The major costs of application performance management reside in:
- Review of the current IT infrastructure state. This will include such activities as a code health check, identification of primary candidates for application performance management and creation of a backlog, initial sizing of a future monitoring solution.
- Monitoring tools development, purchase of product licenses (annual/monthly fees) and monitoring solution setup and maintenance.
- A specifically assigned monitoring team. They’ll manage the monitoring solutions, interpret the monitoring metrics for the whole application management team as well as watch the database that stores them.

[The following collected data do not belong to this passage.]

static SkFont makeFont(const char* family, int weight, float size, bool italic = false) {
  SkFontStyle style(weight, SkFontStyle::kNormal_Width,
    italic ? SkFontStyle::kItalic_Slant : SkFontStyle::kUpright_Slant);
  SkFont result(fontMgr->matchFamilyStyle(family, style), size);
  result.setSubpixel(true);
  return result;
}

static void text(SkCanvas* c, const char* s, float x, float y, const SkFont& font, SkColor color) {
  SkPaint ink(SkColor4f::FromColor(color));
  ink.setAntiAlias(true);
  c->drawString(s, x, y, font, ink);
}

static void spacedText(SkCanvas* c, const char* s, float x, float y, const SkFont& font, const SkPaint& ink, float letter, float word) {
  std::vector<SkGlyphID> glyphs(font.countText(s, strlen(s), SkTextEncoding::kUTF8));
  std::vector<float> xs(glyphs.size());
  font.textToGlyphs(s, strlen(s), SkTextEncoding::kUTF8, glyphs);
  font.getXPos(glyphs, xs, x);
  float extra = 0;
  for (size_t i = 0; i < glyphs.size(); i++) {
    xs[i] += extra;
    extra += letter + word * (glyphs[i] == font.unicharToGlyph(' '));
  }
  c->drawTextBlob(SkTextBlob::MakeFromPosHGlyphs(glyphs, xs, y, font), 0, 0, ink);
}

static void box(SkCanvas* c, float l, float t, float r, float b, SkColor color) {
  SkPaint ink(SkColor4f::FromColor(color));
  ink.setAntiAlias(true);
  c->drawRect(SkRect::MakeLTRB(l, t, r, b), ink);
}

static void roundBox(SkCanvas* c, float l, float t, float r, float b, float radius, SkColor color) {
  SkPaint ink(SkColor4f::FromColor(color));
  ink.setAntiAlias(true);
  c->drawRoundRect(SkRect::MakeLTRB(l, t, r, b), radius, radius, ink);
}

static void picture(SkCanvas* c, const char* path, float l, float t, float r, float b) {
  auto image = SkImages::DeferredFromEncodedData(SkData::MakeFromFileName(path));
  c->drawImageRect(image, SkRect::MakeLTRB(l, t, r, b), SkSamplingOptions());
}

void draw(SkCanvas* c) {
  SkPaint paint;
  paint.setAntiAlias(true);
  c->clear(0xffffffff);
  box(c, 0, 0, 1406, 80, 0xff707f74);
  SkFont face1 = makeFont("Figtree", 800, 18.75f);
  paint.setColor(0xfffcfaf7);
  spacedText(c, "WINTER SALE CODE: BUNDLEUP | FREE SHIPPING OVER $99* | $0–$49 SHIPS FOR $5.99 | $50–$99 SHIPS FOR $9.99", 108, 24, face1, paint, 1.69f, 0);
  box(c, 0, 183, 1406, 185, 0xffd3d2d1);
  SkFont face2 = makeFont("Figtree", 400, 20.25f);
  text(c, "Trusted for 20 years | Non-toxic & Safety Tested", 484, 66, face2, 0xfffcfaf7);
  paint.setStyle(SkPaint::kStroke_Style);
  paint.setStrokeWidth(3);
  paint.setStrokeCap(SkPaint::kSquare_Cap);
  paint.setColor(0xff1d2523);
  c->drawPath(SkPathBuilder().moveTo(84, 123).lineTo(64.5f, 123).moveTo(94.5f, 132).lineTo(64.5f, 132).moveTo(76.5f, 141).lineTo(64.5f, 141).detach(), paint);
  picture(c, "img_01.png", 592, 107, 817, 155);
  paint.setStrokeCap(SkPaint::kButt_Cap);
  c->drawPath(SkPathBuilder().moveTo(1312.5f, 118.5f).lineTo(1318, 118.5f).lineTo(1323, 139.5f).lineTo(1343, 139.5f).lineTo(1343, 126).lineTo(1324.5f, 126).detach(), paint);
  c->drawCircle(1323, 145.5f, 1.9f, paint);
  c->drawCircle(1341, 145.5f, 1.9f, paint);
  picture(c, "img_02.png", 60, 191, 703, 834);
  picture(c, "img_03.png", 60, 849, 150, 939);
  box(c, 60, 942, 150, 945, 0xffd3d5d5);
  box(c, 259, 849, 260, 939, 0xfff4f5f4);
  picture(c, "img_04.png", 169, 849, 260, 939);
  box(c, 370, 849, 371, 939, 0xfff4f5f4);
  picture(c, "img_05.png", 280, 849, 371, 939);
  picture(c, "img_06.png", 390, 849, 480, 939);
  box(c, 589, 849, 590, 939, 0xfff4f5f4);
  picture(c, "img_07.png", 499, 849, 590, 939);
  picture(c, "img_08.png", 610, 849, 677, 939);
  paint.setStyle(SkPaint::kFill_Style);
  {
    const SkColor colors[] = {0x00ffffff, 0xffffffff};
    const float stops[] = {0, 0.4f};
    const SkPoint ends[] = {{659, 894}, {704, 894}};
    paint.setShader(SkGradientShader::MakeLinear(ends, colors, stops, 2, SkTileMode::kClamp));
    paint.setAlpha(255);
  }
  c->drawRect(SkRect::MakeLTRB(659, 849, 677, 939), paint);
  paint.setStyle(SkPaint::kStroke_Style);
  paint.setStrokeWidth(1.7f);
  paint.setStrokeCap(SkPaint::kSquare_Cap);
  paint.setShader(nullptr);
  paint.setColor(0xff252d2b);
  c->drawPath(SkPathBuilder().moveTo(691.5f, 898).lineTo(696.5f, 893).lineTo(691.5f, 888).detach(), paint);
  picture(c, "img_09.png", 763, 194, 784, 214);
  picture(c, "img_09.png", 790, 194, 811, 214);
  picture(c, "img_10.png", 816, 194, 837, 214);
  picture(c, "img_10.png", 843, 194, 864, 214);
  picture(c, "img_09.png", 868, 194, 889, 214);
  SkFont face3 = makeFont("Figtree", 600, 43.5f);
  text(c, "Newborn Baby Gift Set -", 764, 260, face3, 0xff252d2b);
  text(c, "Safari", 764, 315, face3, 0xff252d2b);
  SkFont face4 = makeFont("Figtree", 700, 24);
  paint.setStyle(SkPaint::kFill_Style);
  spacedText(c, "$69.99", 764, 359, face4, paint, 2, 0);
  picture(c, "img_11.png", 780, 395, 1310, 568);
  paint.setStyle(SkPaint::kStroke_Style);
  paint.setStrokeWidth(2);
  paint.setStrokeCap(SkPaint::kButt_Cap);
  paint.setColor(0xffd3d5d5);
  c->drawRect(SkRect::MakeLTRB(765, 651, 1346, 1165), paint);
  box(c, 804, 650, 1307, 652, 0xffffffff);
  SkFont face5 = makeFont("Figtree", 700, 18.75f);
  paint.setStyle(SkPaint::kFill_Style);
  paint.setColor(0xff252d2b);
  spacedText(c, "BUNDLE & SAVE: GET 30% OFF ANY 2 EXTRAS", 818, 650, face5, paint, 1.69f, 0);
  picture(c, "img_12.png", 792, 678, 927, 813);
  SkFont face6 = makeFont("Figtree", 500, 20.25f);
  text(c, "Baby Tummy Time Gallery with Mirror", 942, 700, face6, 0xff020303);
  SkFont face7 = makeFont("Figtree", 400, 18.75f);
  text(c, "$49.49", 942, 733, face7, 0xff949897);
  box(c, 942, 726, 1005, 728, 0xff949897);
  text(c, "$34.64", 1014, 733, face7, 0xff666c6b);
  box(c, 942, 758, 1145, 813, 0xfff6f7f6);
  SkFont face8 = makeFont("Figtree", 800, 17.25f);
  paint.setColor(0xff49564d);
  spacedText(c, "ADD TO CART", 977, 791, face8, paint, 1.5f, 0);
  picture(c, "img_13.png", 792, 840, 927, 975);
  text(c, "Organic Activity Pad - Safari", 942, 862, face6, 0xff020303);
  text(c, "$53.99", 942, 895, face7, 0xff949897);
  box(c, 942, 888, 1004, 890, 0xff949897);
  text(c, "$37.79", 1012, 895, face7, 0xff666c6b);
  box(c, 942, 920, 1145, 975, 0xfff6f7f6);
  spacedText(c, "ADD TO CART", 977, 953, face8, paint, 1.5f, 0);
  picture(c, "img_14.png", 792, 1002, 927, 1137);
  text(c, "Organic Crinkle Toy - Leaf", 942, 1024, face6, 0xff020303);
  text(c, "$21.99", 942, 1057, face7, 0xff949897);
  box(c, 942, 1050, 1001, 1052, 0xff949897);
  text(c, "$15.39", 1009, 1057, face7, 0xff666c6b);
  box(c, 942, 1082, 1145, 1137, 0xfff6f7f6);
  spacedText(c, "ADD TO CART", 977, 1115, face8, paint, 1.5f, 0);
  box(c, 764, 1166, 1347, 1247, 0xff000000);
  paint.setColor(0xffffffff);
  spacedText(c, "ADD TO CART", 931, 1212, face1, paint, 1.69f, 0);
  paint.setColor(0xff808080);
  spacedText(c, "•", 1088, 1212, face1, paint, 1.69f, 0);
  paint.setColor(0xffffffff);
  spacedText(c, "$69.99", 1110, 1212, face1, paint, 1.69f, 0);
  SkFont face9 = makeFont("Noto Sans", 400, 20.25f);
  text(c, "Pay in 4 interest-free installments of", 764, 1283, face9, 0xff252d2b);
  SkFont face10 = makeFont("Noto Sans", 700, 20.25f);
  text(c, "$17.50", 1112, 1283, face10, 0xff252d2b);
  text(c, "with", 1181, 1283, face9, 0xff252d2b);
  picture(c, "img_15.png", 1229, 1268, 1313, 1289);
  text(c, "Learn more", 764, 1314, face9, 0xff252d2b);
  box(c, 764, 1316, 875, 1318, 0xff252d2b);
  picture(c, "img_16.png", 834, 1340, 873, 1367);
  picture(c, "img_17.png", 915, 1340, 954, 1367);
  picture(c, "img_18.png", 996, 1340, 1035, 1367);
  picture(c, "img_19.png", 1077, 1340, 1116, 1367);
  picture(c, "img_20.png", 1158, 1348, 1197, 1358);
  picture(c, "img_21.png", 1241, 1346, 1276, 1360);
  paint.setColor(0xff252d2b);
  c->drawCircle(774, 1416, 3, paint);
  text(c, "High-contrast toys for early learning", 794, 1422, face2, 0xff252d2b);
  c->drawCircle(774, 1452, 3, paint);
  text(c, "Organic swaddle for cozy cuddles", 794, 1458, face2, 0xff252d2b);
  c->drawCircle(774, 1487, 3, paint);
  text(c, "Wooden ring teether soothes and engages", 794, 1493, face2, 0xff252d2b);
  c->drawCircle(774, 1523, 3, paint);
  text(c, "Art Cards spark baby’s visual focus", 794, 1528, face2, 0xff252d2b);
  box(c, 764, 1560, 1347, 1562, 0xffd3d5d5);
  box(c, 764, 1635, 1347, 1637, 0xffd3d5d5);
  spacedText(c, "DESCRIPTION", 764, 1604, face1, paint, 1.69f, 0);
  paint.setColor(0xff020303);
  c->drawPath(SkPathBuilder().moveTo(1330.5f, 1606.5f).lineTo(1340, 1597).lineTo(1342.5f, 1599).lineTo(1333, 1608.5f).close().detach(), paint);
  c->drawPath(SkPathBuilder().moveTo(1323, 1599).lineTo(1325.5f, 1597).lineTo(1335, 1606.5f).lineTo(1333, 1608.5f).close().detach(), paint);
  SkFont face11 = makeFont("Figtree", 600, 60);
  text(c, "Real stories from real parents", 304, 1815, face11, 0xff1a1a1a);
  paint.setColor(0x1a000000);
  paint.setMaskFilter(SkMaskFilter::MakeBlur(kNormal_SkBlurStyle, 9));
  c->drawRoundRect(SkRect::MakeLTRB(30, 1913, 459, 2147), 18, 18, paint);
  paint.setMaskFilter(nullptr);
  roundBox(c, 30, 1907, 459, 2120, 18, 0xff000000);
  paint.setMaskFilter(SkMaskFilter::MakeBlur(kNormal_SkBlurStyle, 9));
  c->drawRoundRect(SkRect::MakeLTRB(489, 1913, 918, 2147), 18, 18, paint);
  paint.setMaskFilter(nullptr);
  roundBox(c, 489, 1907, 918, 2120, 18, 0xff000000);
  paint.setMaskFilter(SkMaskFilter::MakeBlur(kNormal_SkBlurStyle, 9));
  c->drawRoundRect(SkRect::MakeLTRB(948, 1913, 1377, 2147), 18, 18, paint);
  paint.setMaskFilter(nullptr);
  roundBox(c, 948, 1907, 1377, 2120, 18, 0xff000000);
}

Where application performance management will have the greatest impact
If you want to experience the most significant improvements and get a larger ROI from application performance management investments:
- Start with business-critical applications that directly influence the company’s revenue (critical business processes) or influence the availability of the company's services for the clients. The examples of such applications include content management systems, customer and self-service portals, ecommerce solutions and order processing modules.
- Cover high-loaded business transactions and external interfaces.
Lastly, let’s see what problems are associated with application performance management.
When opting for SaaS or PaaS, it’s very important to monitor response time, errors and availability of the cloud services (e.g., the cloud storage service). Though you can’t identify where exactly the problem is, the data collected can be used to formulate a request for a provider’s service desk and monitor SLA compliance.
Again, you don’t have access to the source code, so big changes to improve application performance are unavailable. However, application performance management is still worthwhile. At least, you’ll be able to quickly identify performance problems, detect flaws caused by recent customizations, scale up resources or optimize its database.
IoT, big data
The problem of application performance management for IoT and big data solutions is in the abundance of monitoring data. To mitigate the issue, make sure that only needed data is collected, gets combined into batches and longer intervals between transmissions are set.
Wrapping it up
In the article, we’ve discussed what application performance is and what we see as the best-practice approach to application performance management. We advocate the creation of an extended application performance management team, favoring performance management over pure performance monitoring and keeping the latter as its thoughtfully balanced constituent – without collecting unreasonable metrics, meticulous logging, and noisy alerting.